## Data supplied

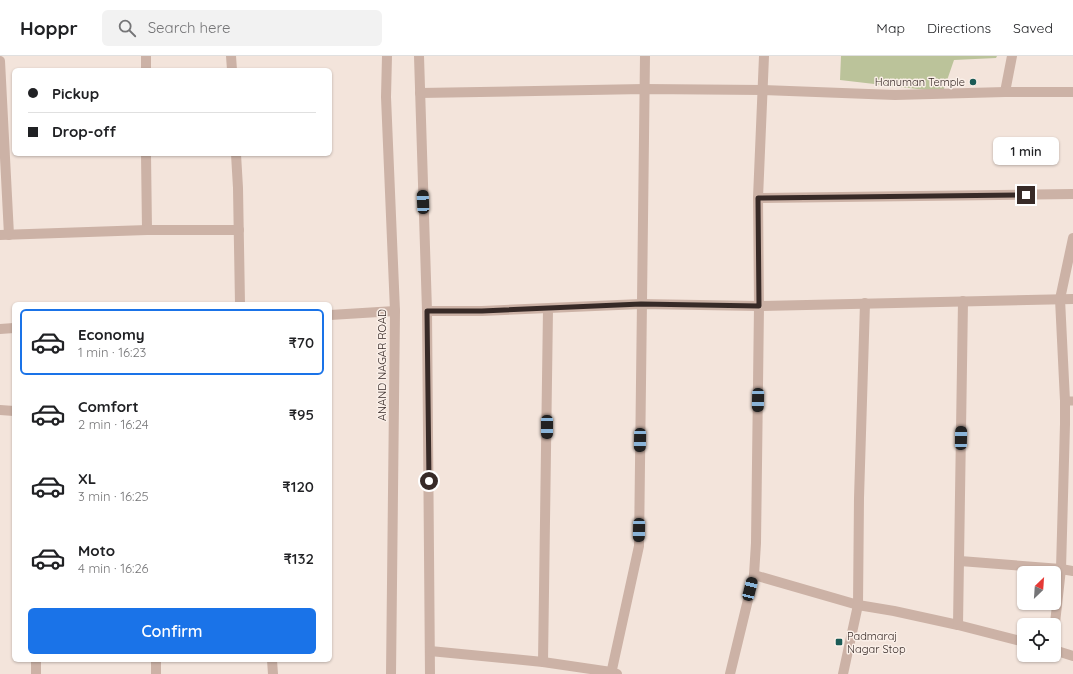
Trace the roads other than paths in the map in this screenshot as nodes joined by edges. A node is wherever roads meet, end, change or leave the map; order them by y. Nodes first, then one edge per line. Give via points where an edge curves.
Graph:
1 (146, 56) edge
2 (231, 56) edge
3 (387, 56) edge
4 (419, 56) edge
5 (645, 56) edge
6 (764, 56) edge
7 (1012, 56) edge
8 (0, 60) edge
9 (146, 68) edge
10 (232, 68) edge
11 (644, 89) junction
12 (763, 90) junction
13 (1005, 92) junction
14 (1073, 92) edge
15 (420, 94) junction
16 (146, 156) edge
17 (236, 156) edge
18 (1073, 194) edge
19 (758, 198) junction
20 (147, 230) junction
21 (239, 230) junction
22 (4, 235) edge
23 (1073, 238) edge
24 (1060, 299) junction
25 (1073, 299) edge
26 (963, 301) junction
27 (240, 302) edge
28 (864, 303) junction
29 (641, 304) junction
30 (759, 306) junction
31 (548, 308) junction
32 (395, 311) junction
33 (427, 311) junction
34 (332, 315) edge
35 (12, 328) edge
36 (0, 329) edge
37 (1069, 401) edge
38 (0, 410) edge
39 (12, 410) edge
40 (960, 561) junction
41 (1023, 566) edge
42 (1061, 569) joint
43 (1073, 571) edge
44 (754, 575) junction
45 (858, 604) junction
46 (958, 625) junction
47 (1017, 640) edge
48 (430, 651) junction
49 (1061, 652) edge
50 (1073, 656) edge
51 (36, 662) edge
52 (156, 662) edge
53 (272, 662) edge
54 (543, 662) junction
55 (613, 673) edge
56 (36, 674) edge
57 (156, 674) edge
58 (273, 674) edge
59 (392, 674) edge
60 (430, 674) edge
61 (730, 674) edge
62 (843, 674) edge

1 - 9 street
2 - 10 street
3 - 32 street, ANAND NAGAR ROAD via 386,97
4 - 15 street
5 - 11 street
6 - 12 street
7 - 13 street
8 - 22 street
11 - 12 street
11 - 15 street
11 - 29 street
12 - 13 street via 895,95
12 - 19 street
13 - 14 street
15 - 33 street
16 - 20 street
17 - 21 street
18 - 19 street
19 - 30 street
20 - 21 street
20 - 22 street
21 - 27 street
23 - 24 street
24 - 25 street
24 - 26 street
24 - 37 street
26 - 28 street
26 - 40 street
28 - 30 street
28 - 45 street
29 - 30 street
29 - 31 street
29 - 55 street via 639,546
30 - 44 street
31 - 33 street
31 - 54 street
32 - 34 street
32 - 59 street, ANAND NAGAR ROAD
33 - 48 street
35 - 36 street
37 - 42 street
38 - 39 street
40 - 41 street
40 - 46 street
42 - 43 street
44 - 45 street
44 - 61 street
45 - 46 street
45 - 62 street
46 - 47 street
48 - 54 street
48 - 60 street
49 - 50 street
51 - 56 street
52 - 57 street
53 - 58 street
54 - 55 street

## Exercise requirements
Across the data, find each line that has "ANAND" in it and copy that line.

## Output for this exercise
3 - 32 street, ANAND NAGAR ROAD via 386,97
32 - 59 street, ANAND NAGAR ROAD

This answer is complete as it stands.